The Federal Drug Administration (FDA) made an exciting announcement this week with the first approval for PARP inhibitors to be used for patients following their initial diagnosis and treatment to reduce the risk of recurrence. The FDA approved the use of the PARP inhibitor olaparib (Lynparza®) for frontline maintenance therapy for advanced epithelial ovarian, fallopian tube, or peritoneal cancer patients with BRCA1 and/or BRCA2 mutations who have had a complete or partial response to their initial platinum-based therapy. The approval is based on the SOLO1 phase III study that showed eligible patients who received two 150mg olaparib tablets twice daily had a 70% reduction in the risk of disease progression or death compared to patients who received placebo.
What this means
Previously, olaparib and other PARP inhibitors received FDA approval to reduce the risk of recurrence in patients with a partial or complete response to platinum-based chemotherapy in the recurrent disease setting, and as a single agent in patients with inherited BRCA1 or BRCA2 mutations, with three or more prior chemotherapy regimens. The new approval for frontline maintenance means that patients who have had surgery and a complete or partial response to platinum-based treatment after being first diagnosed can be treated with olaparib to reduce the risk of recurrence or delay it significantly. The ovarian cancer community has been long awaiting such news.
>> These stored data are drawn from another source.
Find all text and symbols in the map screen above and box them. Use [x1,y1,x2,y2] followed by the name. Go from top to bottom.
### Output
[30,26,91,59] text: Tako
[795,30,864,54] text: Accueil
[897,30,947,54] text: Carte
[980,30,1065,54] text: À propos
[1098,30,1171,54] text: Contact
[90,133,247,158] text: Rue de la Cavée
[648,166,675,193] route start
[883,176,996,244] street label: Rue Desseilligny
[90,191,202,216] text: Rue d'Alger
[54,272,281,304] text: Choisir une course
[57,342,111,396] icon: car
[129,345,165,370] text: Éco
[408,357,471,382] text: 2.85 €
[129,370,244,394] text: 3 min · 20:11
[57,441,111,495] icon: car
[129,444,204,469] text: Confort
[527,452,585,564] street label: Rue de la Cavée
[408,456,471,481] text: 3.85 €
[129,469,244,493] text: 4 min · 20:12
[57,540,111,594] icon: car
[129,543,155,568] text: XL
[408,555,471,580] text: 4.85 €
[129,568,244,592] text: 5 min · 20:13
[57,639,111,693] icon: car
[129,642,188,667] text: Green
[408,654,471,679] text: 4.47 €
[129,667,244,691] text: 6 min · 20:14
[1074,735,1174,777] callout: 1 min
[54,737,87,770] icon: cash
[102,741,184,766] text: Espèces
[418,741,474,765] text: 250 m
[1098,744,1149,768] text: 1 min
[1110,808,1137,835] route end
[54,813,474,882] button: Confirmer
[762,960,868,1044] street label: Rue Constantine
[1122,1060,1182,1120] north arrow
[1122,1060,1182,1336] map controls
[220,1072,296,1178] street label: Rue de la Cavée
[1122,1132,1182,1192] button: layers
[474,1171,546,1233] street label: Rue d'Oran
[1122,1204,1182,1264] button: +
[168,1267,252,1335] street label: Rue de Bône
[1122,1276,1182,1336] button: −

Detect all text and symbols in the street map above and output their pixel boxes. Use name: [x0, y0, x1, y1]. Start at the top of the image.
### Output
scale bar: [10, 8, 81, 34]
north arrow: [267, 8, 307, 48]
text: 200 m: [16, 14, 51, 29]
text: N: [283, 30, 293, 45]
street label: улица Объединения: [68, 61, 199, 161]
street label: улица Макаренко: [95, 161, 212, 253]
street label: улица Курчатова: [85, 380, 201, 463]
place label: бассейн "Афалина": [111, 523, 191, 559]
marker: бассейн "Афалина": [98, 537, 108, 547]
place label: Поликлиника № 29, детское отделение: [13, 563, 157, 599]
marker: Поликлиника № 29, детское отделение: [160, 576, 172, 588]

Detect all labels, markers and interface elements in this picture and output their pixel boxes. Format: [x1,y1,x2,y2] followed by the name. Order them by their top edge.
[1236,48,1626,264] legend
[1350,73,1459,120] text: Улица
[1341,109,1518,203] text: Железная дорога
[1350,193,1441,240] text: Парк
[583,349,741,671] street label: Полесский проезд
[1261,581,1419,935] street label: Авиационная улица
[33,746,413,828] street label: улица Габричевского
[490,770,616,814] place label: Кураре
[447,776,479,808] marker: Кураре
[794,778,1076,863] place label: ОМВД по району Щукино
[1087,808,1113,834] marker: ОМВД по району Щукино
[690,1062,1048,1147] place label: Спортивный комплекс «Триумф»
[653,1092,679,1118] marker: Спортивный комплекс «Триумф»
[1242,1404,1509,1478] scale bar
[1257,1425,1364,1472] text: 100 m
Dr. Saul Rivkin, the founder of the Rivkin Center for Ovarian Cancer and PARP inhibitor researcher, says, “This is very exciting! We now have something to reduce the chance of recurrence after the initial diagnosis and treatment! It’s the equivalent of tamoxifen for breast cancer patients.”
Who this will impact
Approximately 20-25% of all women with ovarian cancer have either a germline (in all the cells in their body) BRCA1 or BRCA2 mutation (10-15%) or a somatic (in only the tumor cells) mutation in BRCA1 or BRCA2 (5-10%), so the treatment will impact primary treatment of approximately 1 in 4 to 1 in 5 women with a new diagnosis.
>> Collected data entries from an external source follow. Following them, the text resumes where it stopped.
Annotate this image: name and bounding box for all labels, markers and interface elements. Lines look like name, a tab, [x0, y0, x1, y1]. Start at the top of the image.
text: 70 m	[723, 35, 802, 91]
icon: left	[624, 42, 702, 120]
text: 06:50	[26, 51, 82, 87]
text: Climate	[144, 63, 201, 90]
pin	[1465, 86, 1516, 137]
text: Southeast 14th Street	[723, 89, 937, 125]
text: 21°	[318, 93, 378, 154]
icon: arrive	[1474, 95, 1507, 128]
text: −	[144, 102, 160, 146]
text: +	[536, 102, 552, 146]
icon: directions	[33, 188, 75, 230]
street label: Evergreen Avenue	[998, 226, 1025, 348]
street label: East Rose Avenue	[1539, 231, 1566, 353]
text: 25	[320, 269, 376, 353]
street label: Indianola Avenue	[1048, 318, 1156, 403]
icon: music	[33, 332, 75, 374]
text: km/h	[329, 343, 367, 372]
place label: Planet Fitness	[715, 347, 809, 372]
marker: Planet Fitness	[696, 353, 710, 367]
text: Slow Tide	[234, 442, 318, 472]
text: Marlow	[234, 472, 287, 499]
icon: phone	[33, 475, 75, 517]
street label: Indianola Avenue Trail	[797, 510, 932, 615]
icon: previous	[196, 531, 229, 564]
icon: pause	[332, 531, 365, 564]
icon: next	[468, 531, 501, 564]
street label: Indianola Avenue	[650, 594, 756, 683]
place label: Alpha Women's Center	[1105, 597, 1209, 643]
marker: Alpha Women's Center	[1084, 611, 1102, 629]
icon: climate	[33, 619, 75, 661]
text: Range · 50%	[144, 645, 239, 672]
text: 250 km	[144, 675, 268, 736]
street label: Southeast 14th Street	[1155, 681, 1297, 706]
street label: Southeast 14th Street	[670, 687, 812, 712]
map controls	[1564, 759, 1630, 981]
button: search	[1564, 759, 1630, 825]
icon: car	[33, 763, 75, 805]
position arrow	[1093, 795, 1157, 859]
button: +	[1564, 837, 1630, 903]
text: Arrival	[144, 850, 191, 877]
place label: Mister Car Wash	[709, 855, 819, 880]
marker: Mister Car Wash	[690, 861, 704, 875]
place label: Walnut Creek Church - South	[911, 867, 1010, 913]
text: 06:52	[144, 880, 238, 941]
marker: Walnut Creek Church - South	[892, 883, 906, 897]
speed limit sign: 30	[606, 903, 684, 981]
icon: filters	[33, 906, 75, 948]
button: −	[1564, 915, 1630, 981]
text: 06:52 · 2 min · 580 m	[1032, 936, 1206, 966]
Dr. Dan Veljovich, a gynecologic oncologist and Rivkin Center Board Member, noted, “This data is unprecedented and is the most significant advancement in the treatment of ovarian cancer in my 20 year career in this field. The fact that olaparib delayed recurrence in the women getting this drug by at least 3 years compared to women getting chemotherapy alone is incredibly meaningful for this patient population, and even more exciting is that the survival curve for a woman on Lynparza suggests that this survival benefit may ultimately be found to be even longer than this as we follow these women over time, and there is even the possibility that more women taking this drug will be cured of their disease.”
This exciting development brings much needed hope for improving long-term survival for women affected by this disease. The Rivkin Center is dedicated to continue its support and funding of ovarian cancer research to improve the prevention, detection, and treatment of the disease, including studies on PARP inhibitors.